Initiating V-Day six years ago as a global movement to prevent violence against women, dramatist Eve Ensler is the recipient of prestigious playwriting prizes. Her Obie Award-winning The Vagina Monologues, translated into over 35 languages and running to packed houses in theatres across the world, is a celebration of feminine strength and sexuality. Credited with such other outstanding plays as Necessary Targets (read with a cast including Pakistani actresses on the same visit to Mumbai that The Vagina Monologues was staged), Lemonade and The Depot, her work directed towards ending domestic violence has grown out of her own experiences with abuse.

What universal aspects of violence against women do your plays spotlight?

The degree to which women are violated everywhere is obscene. One out of three women is raped or battered. It covers various connotations, not all obvious. Girl babies are killed before they even get here, rape, female genital mutilation, bride burning, dowry deaths abound. There’s also subjugation, humiliation – without physical attack there can be incredible battery within. Expression of violence may vary but hatred directed against women, desecration of their bodies, continues. Domestic violence has come forward as a central issue that must spread to a global level.

You consciously draw men to the “Until the Violence Stops” programme....

The Buddhist in me respects all life. Women are the carriers of life, holders of the future. Men as well as women must realise two opposite worlds need to be held together for peace. There has to be growing awareness of the truth that men can’t hurt women without damaging themselves.

Which have been V-Day’s heartening success stories?

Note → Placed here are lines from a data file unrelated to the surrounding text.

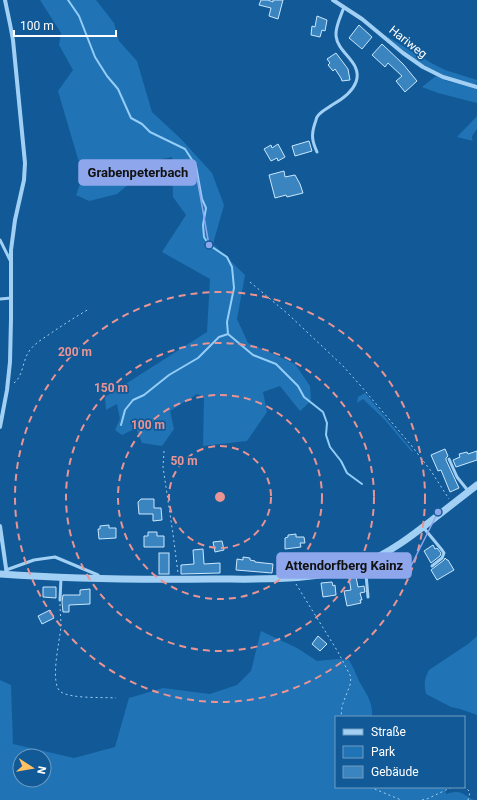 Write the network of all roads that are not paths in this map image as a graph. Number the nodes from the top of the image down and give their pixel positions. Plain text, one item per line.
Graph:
1 (5, 0) edge
2 (333, 0) edge
3 (344, 7) junction
4 (477, 87) edge
5 (317, 152) dead end
6 (0, 240) edge
7 (10, 260) junction
8 (11, 298) junction
9 (0, 299) edge
10 (0, 427) edge
11 (449, 459) dead end
12 (477, 486) edge
13 (469, 492) junction
14 (0, 526) edge
15 (423, 527) junction
16 (365, 562) junction
17 (432, 566) dead end
18 (5, 573) edge
19 (61, 578) junction
20 (101, 579) junction
21 (368, 597) dead end
22 (60, 600) road end

1 - 7 street
2 - 3 street, Hariweg
3 - 4 street, Hariweg
3 - 5 lane
6 - 7 lane
7 - 8 street
8 - 9 lane
8 - 10 street
11 - 13 lane
12 - 13 street
13 - 15 street
14 - 18 street
15 - 16 street
15 - 17 lane
16 - 20 street
16 - 21 lane
18 - 19 street
18 - 20 lane
19 - 20 street
19 - 22 lane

Strong, wonderful women have challengingly staged the play in Lahore, Karachi and Islamabad in the face of censorship, baked vagina cookies in Cairo where a safe-house for victims of brutality has opened; conservative women with raised levels of consciousness use ‘forbidden’ words fearlessly, traumatised women come close to discuss their problems…these are significant marks, a cumulative effect of our ongoing struggle. The Philippines’ law governing violence against women has changed, seven women Members of Parliament are performing the play tonight in London, a transnational European group did likewise in Luxembourg and I’ve received a mail from Bosnia stating this has gone from being a personal to a national issue.

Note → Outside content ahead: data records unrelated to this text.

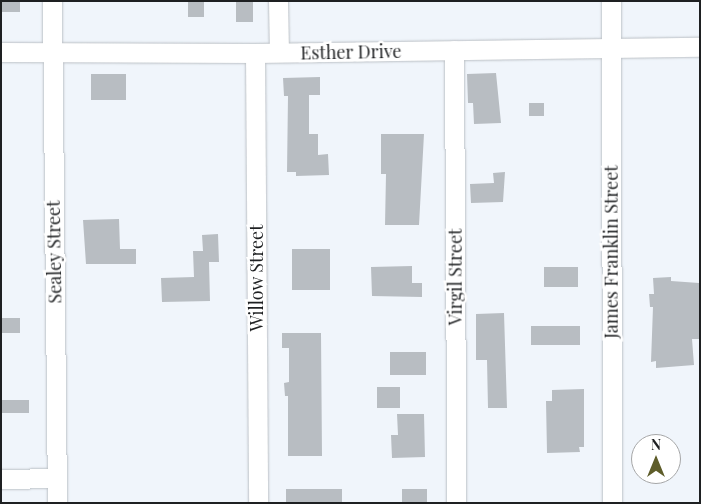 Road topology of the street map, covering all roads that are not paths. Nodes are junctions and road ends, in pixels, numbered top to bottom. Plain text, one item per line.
1 (52, 1) edge
2 (278, 1) edge
3 (612, 1) edge
4 (700, 47) edge
5 (611, 48) junction
6 (454, 50) junction
7 (1, 52) edge
8 (279, 52) junction
9 (52, 53) junction
10 (255, 53) junction
11 (57, 478) junction
12 (1, 480) edge
13 (57, 503) edge
14 (258, 503) edge
15 (456, 503) edge
16 (612, 503) edge

1 - 9 street, Sealey Street
2 - 8 street
3 - 5 street, James Franklin Street
4 - 5 street, Esther Drive
5 - 6 street, Esther Drive
5 - 16 street, James Franklin Street
6 - 8 street, Esther Drive
6 - 15 street, Virgil Street
7 - 9 street, Esther Drive
8 - 10 street, Esther Drive
9 - 10 street, Esther Drive
9 - 11 street, Sealey Street
10 - 14 street, Willow Street
11 - 12 street
11 - 13 street, Sealey Street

How far do you widen the circle when you claim “Afghanistan is everywhere”?

It’s a myth to believe the West isn’t affected. When I returned to the US from Afghanistan, I noticed a tendency to deny atrocities back home. American women referred to “those poor women out there”. In a sense, non-Western women enjoy more liberation, they aren’t tyrannised by capitalism – breeding insecurities difficult to overcome. Brought up to ‘be good’, conditioned not to offend, women are dominated just the same all over. Researching Jadi, part of my new play, threw up surprising discoveries about women’s perceptions of their bodies. In Africa and India, women are definitely more comfortable with their physicality and sensuousness.